| YOUR TASK |
If a line in the records below contains the word "thumb", copy it out.
═════ SUPPLIED DATA ═════
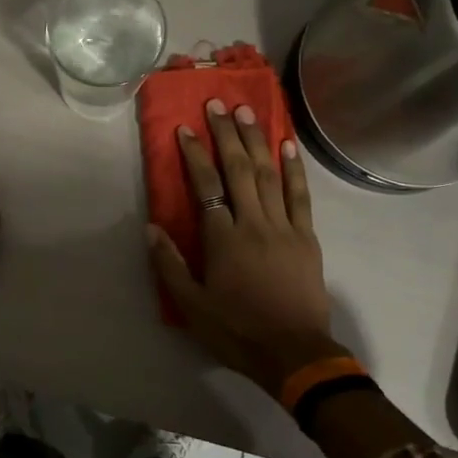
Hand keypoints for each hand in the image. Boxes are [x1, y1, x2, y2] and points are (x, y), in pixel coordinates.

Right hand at [148, 100, 337, 394]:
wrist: (294, 353)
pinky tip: (288, 145)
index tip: (185, 129)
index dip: (194, 155)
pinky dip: (294, 168)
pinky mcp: (306, 236)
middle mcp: (254, 223)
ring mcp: (284, 227)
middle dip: (227, 135)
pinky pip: (300, 195)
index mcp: (224, 239)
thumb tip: (151, 227)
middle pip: (239, 170)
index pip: (206, 186)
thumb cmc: (237, 330)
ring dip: (257, 141)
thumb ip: (169, 265)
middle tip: (218, 104)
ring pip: (269, 175)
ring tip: (247, 112)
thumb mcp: (192, 306)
═════
| EXPECTED ANSWER |
thumb tip: (151, 227)
thumb cmc: (237, 330)
thumb ip: (169, 265)
thumb mcp: (192, 306)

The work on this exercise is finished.